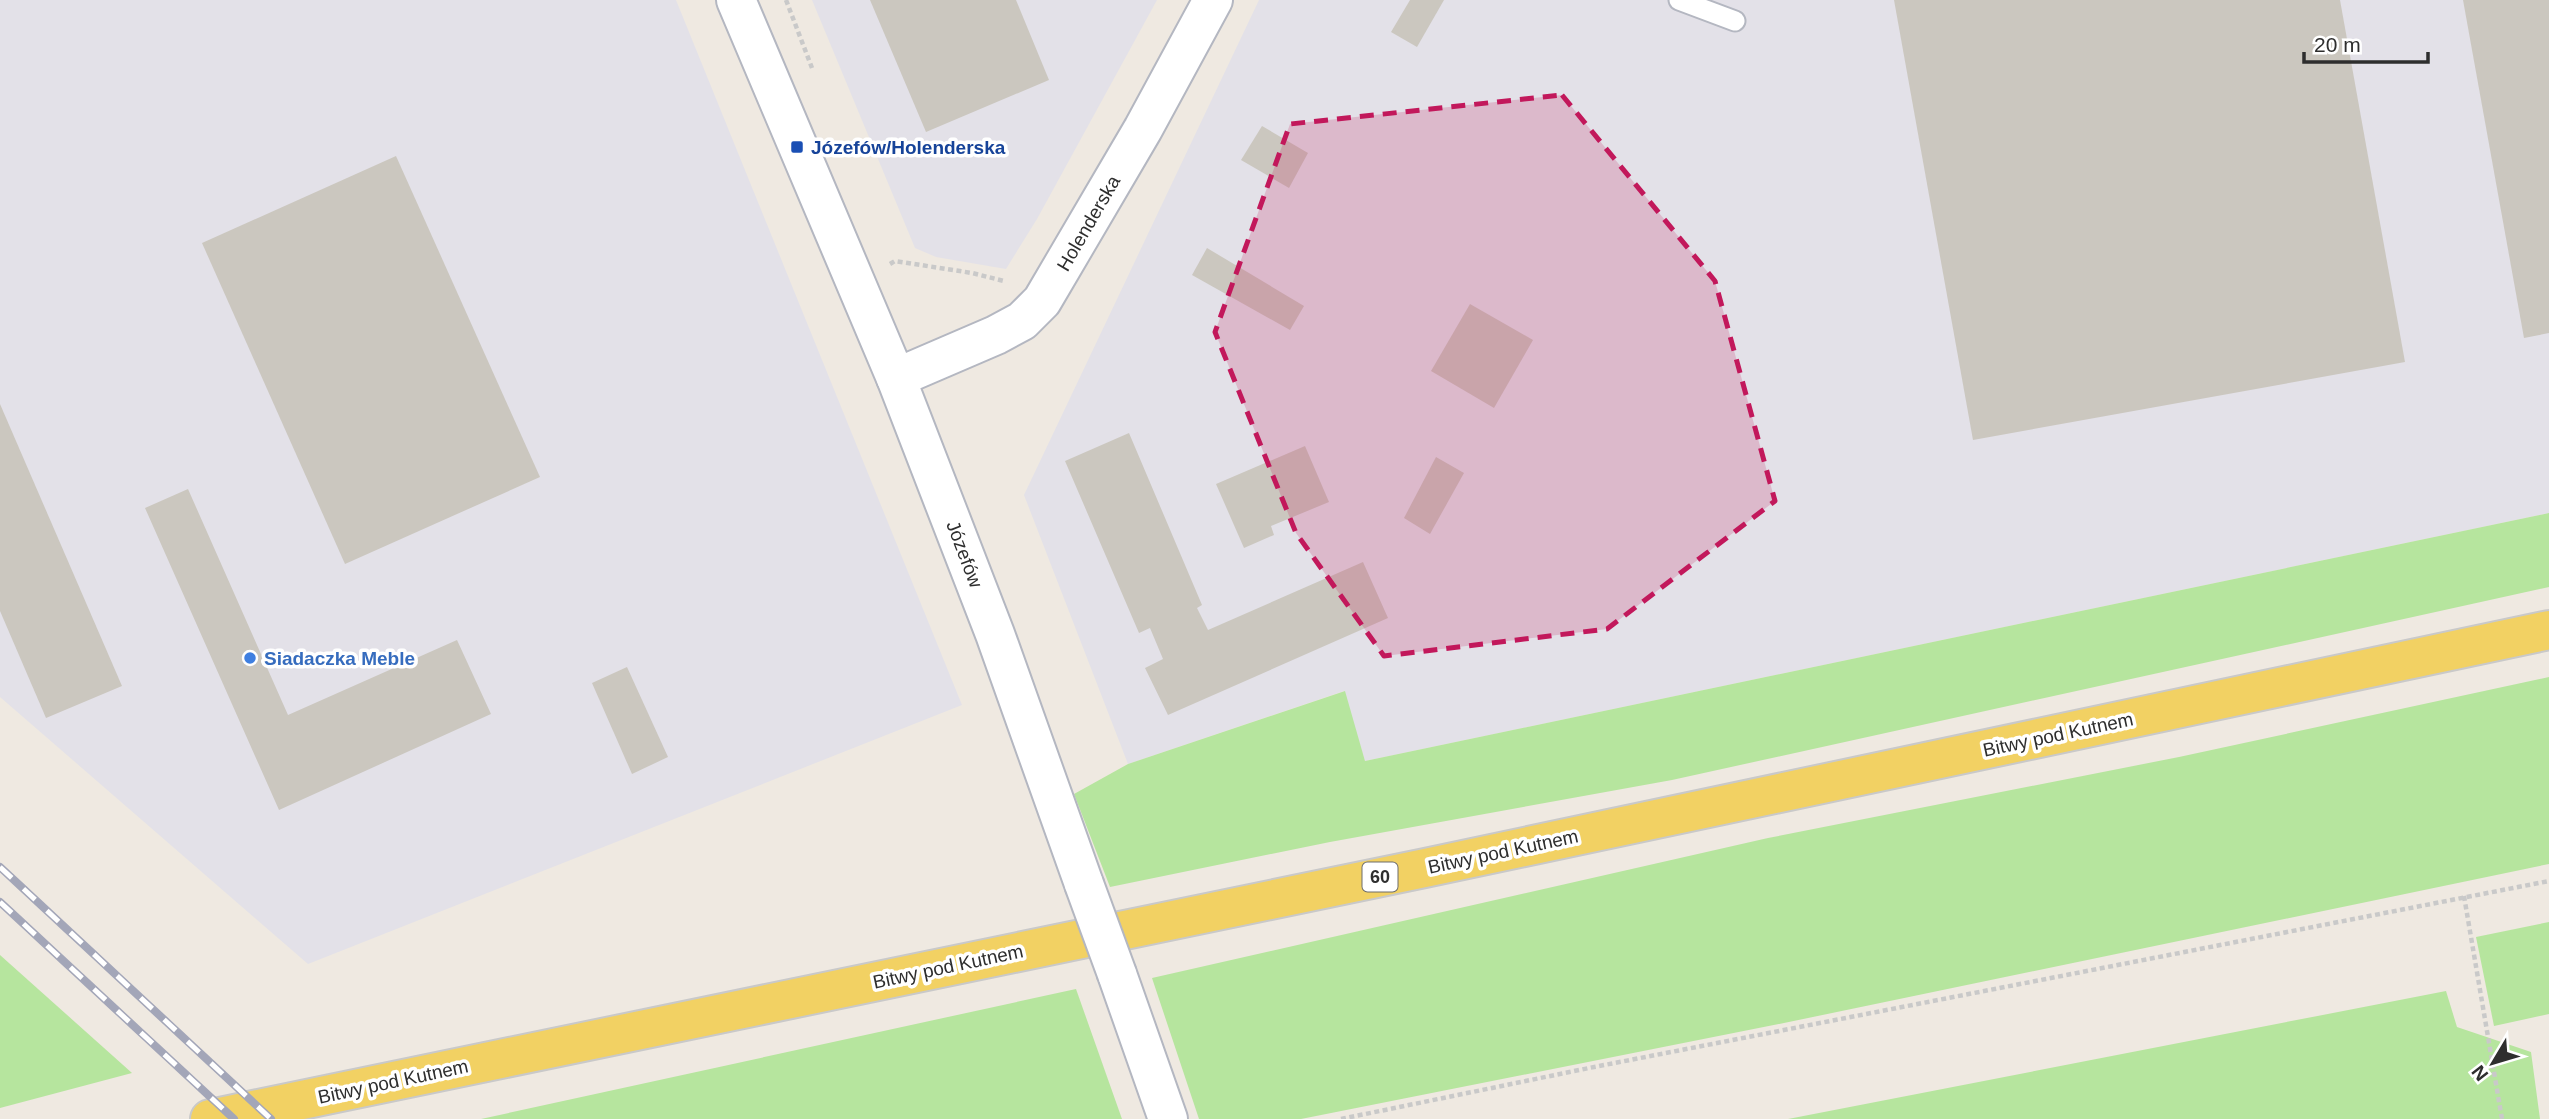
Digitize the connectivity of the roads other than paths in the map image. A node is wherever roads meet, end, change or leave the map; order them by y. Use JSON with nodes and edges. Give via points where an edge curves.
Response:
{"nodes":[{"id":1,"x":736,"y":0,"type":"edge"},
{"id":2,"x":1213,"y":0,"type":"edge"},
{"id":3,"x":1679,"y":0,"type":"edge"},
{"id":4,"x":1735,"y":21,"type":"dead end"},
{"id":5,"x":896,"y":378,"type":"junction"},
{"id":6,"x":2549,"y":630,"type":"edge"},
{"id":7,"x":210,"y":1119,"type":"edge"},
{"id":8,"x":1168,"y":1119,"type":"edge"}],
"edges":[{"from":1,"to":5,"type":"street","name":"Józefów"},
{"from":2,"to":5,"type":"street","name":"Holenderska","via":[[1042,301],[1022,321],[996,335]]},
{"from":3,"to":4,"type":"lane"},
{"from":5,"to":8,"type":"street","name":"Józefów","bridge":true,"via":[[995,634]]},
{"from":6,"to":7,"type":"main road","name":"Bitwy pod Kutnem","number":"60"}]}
_ _ _ _
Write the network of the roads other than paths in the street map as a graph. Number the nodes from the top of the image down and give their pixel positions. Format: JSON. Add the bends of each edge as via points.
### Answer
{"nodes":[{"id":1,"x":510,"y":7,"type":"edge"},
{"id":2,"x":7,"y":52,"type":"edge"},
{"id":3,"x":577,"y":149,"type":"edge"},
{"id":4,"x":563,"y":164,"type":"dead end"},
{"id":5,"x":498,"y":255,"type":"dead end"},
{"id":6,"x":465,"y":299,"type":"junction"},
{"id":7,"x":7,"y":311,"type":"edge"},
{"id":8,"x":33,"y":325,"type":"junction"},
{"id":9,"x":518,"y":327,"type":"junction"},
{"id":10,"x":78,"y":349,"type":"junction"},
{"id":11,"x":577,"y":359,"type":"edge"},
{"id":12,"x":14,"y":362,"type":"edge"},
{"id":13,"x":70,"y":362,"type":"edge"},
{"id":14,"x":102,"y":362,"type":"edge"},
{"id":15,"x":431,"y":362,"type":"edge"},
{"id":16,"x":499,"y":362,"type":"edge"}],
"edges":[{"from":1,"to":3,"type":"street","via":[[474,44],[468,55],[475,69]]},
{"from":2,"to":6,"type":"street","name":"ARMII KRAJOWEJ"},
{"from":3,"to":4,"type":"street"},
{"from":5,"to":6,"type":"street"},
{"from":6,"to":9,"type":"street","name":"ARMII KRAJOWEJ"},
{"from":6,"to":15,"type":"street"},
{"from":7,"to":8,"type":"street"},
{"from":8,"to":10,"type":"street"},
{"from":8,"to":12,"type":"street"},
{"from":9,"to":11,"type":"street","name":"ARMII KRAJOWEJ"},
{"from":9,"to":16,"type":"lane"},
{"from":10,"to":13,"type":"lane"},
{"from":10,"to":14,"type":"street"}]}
_ _ _ _
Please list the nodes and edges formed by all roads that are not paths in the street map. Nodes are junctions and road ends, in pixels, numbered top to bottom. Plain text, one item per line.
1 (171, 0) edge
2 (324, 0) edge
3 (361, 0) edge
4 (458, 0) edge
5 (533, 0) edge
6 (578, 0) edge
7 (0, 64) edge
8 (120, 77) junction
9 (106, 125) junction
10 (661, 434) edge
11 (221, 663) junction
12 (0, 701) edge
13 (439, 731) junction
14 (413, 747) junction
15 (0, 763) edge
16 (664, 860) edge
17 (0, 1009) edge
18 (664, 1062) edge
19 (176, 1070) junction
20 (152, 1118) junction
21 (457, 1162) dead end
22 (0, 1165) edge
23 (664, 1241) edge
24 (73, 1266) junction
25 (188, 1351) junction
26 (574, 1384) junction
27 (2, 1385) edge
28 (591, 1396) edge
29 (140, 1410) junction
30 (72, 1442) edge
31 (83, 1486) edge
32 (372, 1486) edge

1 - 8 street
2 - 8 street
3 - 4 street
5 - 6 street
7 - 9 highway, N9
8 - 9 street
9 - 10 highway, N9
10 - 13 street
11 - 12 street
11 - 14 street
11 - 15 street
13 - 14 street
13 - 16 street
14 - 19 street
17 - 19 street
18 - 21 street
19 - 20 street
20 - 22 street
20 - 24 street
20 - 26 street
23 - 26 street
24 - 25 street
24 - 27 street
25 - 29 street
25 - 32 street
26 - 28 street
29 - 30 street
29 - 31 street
_ _ _ _
_Activity_. Wherever a line of the data holds "image", copy that line.

_Result below_.
Digitize the connectivity of the roads other than paths in the map image. A node is wherever roads meet, end, change or leave the map; order them by y. Use JSON with nodes and edges. Give via points where an edge curves.
Write the network of the roads other than paths in the street map as a graph. Number the nodes from the top of the image down and give their pixel positions. Format: JSON. Add the bends of each edge as via points.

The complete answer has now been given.